Recently rescued from redevelopment, this smart pub is perfectly placed for a lazy Sunday exploring one of south west London’s most picturesque areas, and a good find at other times, too.
The north bank of the Thames immediately upstream of Twickenham is an idyll of rural lanes, riverside green spaces and swathes of parkland commanded by historic mansions. Of these, none is finer than the splendid Palladian villa of Marble Hill House, built for a mistress of George II when he was Prince of Wales and now under the management of English Heritage. Immediately opposite the surrounding park and commanding a fine view of the house, the pub formerly known as the Marble Hill is a much more modest building but striking enough in its way, strategically placed on a bend of Richmond Road near St Stephen’s church. Long a slightly neglected Young’s pub, it was sold on in summer 2012 and narrowly escaped conversion into a Sainsbury’s Local. But in August it was reopened as a free house by new independent landlords Roger and Magdalena Davy, who have renamed it after their young son Aleksander.

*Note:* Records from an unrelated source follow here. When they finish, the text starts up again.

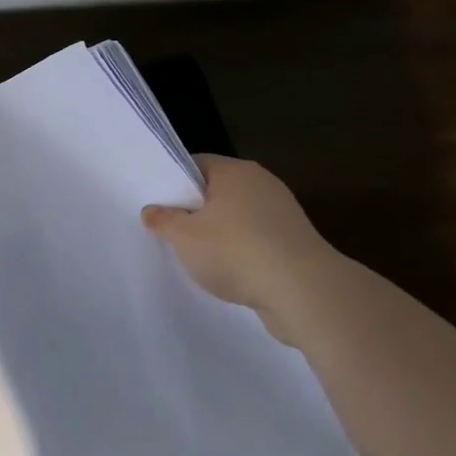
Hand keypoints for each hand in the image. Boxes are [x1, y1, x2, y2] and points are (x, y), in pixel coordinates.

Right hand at [142, 155, 337, 343]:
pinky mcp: (295, 241)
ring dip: (219, 233)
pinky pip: (257, 238)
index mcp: (235, 171)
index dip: (173, 181)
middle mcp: (261, 183)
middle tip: (170, 230)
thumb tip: (152, 211)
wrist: (304, 292)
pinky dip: (242, 251)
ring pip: (237, 216)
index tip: (157, 203)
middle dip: (195, 209)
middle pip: (217, 190)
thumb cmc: (235, 251)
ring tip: (197, 256)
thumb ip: (164, 220)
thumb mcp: (184, 237)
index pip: (195, 164)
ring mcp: (283, 212)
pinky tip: (229, 272)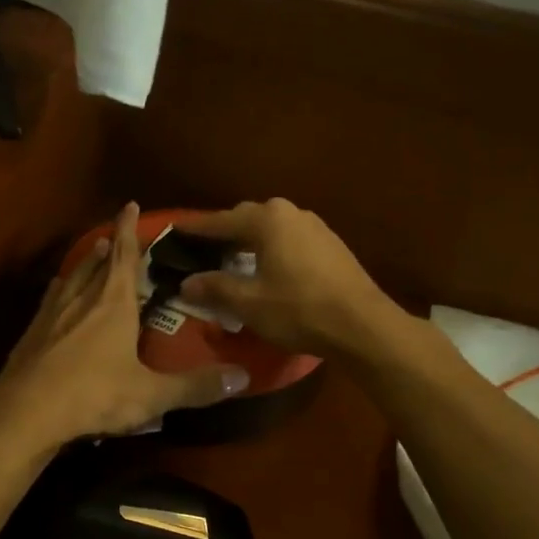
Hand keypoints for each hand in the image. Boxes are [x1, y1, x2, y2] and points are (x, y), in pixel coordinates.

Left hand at [0, 203, 251, 447]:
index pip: (123, 254)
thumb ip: (196, 386)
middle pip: (96, 263)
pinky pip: (50, 300)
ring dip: (83, 265)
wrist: (26, 411)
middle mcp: (81, 298)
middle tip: (112, 236)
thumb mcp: (152, 394)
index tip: (129, 205)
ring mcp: (51, 314)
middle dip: (107, 246)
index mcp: (113, 303)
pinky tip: (56, 297)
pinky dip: (59, 291)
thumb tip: (243, 377)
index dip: (127, 228)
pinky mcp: (31, 333)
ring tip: (90, 256)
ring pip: (71, 278)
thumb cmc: (94, 394)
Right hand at [172, 199, 402, 359]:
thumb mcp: (249, 303)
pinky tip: (268, 267)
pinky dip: (272, 248)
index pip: (221, 221)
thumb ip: (215, 288)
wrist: (362, 325)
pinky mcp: (332, 246)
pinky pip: (290, 239)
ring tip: (232, 258)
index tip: (175, 230)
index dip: (196, 228)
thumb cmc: (299, 310)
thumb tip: (186, 283)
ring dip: (250, 240)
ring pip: (272, 228)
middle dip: (225, 231)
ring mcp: (316, 227)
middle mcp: (291, 213)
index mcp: (267, 220)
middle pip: (248, 218)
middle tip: (203, 247)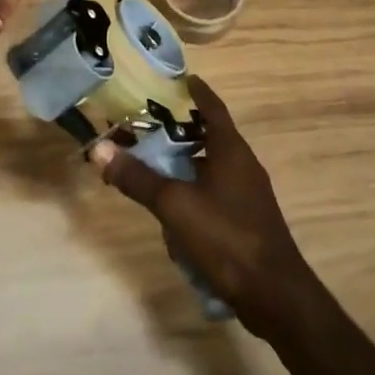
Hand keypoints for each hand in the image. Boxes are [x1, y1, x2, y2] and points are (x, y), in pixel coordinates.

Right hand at [91, 77, 318, 338]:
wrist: (275, 296)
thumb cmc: (227, 238)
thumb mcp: (175, 205)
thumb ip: (138, 178)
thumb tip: (99, 149)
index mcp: (231, 151)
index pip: (213, 108)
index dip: (197, 91)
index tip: (181, 78)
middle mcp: (242, 166)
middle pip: (209, 137)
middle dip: (179, 131)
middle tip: (148, 124)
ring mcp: (247, 196)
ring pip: (209, 169)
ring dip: (183, 167)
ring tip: (151, 168)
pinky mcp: (245, 222)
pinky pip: (213, 196)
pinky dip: (192, 195)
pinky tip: (172, 217)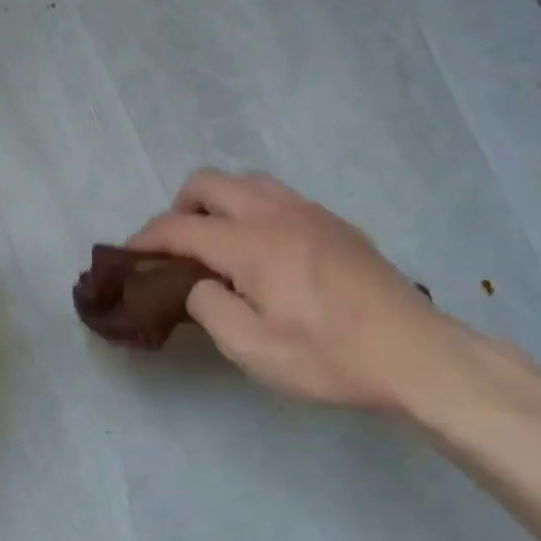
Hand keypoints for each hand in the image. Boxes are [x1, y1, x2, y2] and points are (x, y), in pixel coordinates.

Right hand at [129, 170, 469, 413]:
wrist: (415, 354)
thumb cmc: (328, 358)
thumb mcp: (253, 349)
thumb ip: (209, 308)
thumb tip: (199, 284)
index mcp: (252, 244)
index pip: (180, 226)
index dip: (145, 239)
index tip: (126, 257)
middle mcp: (277, 213)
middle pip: (208, 182)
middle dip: (178, 210)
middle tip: (174, 252)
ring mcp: (311, 213)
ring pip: (246, 182)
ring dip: (216, 204)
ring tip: (215, 247)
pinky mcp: (335, 224)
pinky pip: (277, 197)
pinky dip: (250, 211)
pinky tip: (261, 253)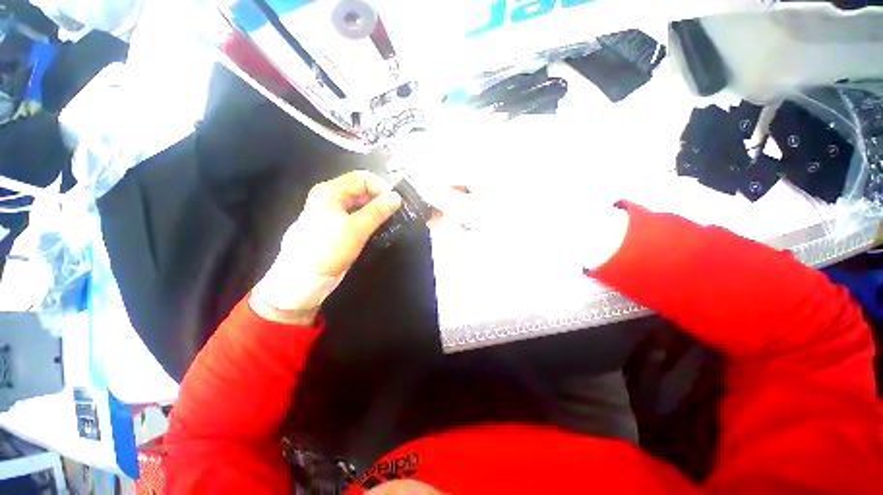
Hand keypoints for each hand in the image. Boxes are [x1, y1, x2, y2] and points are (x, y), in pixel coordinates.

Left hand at [297, 170, 402, 276]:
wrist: (305, 277)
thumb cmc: (329, 248)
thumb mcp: (356, 228)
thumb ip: (378, 211)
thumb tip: (397, 197)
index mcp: (331, 191)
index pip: (362, 178)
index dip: (381, 187)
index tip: (395, 203)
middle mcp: (331, 197)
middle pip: (361, 189)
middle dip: (380, 199)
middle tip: (394, 213)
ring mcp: (333, 212)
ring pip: (360, 203)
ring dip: (376, 210)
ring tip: (390, 220)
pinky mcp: (336, 225)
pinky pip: (357, 215)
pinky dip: (369, 219)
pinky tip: (378, 227)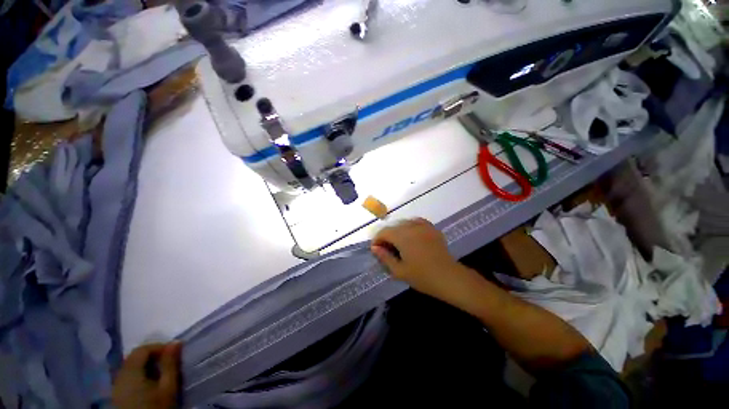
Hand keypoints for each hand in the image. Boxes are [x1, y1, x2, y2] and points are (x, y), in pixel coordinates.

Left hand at [112, 342, 181, 408]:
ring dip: (146, 365)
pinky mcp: (117, 395)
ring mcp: (116, 386)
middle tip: (169, 361)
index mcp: (130, 372)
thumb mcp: (168, 386)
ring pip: (130, 367)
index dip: (159, 347)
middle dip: (152, 355)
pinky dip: (139, 374)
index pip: (142, 349)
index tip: (174, 353)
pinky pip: (127, 377)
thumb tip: (176, 342)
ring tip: (161, 372)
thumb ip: (170, 364)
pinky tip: (149, 383)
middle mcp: (119, 376)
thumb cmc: (157, 407)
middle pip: (134, 357)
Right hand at [371, 218, 472, 301]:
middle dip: (386, 236)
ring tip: (398, 244)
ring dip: (397, 232)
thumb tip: (374, 248)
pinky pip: (417, 222)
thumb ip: (385, 257)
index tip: (376, 250)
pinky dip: (410, 226)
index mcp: (402, 237)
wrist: (449, 277)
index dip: (377, 239)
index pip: (384, 232)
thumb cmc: (422, 277)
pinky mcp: (432, 228)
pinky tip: (411, 234)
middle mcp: (411, 227)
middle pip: (393, 227)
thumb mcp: (399, 271)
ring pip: (404, 223)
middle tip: (386, 250)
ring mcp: (423, 226)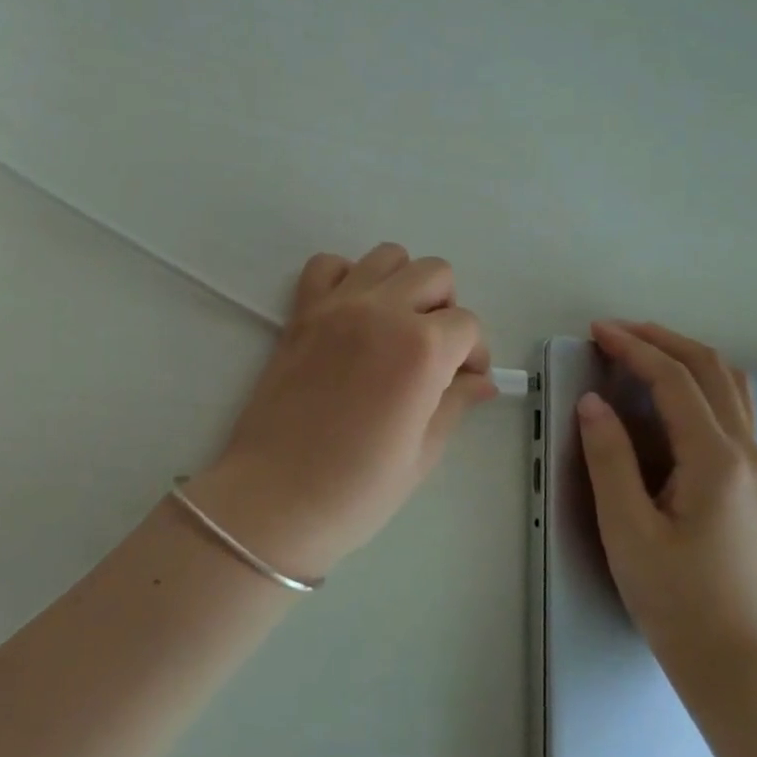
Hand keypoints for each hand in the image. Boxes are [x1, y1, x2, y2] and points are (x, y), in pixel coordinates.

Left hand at [185, 244, 494, 580]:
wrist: (275, 500)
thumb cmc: (357, 489)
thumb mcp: (422, 453)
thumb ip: (455, 403)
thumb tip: (481, 382)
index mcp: (421, 349)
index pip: (467, 324)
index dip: (474, 354)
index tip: (465, 382)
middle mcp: (382, 311)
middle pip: (435, 274)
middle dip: (446, 309)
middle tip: (435, 352)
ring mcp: (338, 306)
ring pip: (387, 256)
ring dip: (403, 284)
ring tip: (395, 327)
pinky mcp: (302, 312)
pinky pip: (328, 265)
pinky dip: (347, 277)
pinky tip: (352, 313)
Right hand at [578, 321, 756, 665]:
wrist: (730, 654)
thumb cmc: (673, 595)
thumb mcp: (626, 528)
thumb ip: (608, 459)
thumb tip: (592, 401)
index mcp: (715, 459)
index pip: (676, 379)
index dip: (635, 348)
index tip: (597, 331)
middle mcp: (745, 450)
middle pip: (710, 367)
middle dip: (661, 339)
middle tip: (614, 332)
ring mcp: (754, 462)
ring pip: (729, 382)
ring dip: (685, 354)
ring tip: (641, 350)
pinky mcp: (749, 477)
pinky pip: (732, 404)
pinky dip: (700, 379)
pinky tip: (671, 391)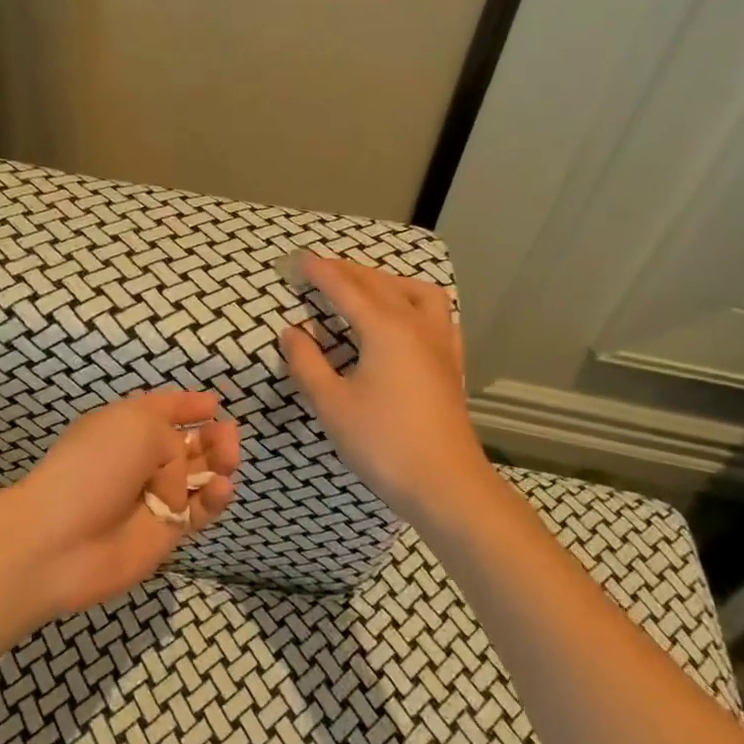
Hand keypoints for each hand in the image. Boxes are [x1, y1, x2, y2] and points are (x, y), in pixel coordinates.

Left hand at [13, 390, 239, 616]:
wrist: (61, 539)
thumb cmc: (96, 466)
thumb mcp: (138, 426)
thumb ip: (174, 440)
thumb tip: (180, 475)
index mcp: (124, 426)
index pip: (161, 410)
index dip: (186, 405)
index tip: (214, 403)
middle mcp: (139, 459)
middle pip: (186, 443)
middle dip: (211, 435)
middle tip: (228, 434)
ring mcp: (154, 498)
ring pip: (199, 476)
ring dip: (218, 463)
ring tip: (228, 458)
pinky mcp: (166, 533)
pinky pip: (199, 511)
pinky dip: (214, 498)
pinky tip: (221, 487)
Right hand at [280, 255, 490, 530]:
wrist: (446, 485)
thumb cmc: (382, 443)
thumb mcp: (331, 404)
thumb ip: (307, 363)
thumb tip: (292, 332)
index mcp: (385, 329)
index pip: (346, 289)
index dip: (320, 272)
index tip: (297, 259)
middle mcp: (416, 326)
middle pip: (379, 284)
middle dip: (348, 271)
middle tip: (320, 269)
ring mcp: (440, 344)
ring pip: (416, 293)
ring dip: (387, 281)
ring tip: (365, 287)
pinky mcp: (451, 364)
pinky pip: (437, 316)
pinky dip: (415, 303)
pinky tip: (407, 319)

The rustic surrounds are underlined by a generously proportioned and very leafy beer garden at the front. Indoors, a moderately sized single space was clearly once divided into two. It’s been elegantly done out with an unusual but pleasing mix of conventional dining tables and chairs, big armchairs, long padded benches and small low tables with pouffes. An open plan kitchen is being added next to the bar.
This is a civilised pub in a generally well-heeled area, but it’s also relaxed and easy going with polite but welcoming staff. It particularly sets out to be family-friendly, understandably so given the attractions of the park and riverside, with games and toys, and a small outdoor playground shortly to be added. Though there’s decent food on offer, the venue isn’t dominated by dining. The TV springs to life only if there’s a big rugby match or some other major sporting event on terrestrial channels. Other entertainment includes live music on Fridays and alternate Sundays, and an outdoor food market should soon be running on Sunday daytimes. When the sun shines, it’s idyllic.
Food has an Italian flavour, with fresh pasta, wood-fired pizzas and salads, alongside lighter choices (buffalo mozzarella and pesto panini £6.95, chicken satay with mixed leaves £8.95) and popular Sunday roasts (£9.95-£12.95). Local artisanal ice creams from Danieli of Richmond provide both sit-down desserts and warm weather takeaways.
Beer is a particular interest, with the current very respectable range likely to expand. Three handpumps usually dispense Naked Ladies or another beer from excellent local microbrewery Twickenham, Sharp’s Doom Bar and a guest that might be from Dark Star, Sambrook’s or Surrey Hills. Ten keg lines include offerings from Affligem, Anchor, O’Hara’s, Paulaner and Thornbridge, while the bottles mix Belgian delights from Dolle Brouwers with Australia’s Little Creatures and Iceland’s Einstöck. 12 white and 12 red wines are mainly well chosen varietals, with half each available by the glass (from £3.40). Decent whiskies and rums, and gin and vodka from Sipsmith in Hammersmith also illustrate what landlord Roger describes as a ‘focus on quality’.
The Last Word
It’s unbelievable that anyone ever thought of turning such a potential treasure into a convenience store. Thankfully, this fine old pub survives and under the current ownership looks set to achieve its true potential.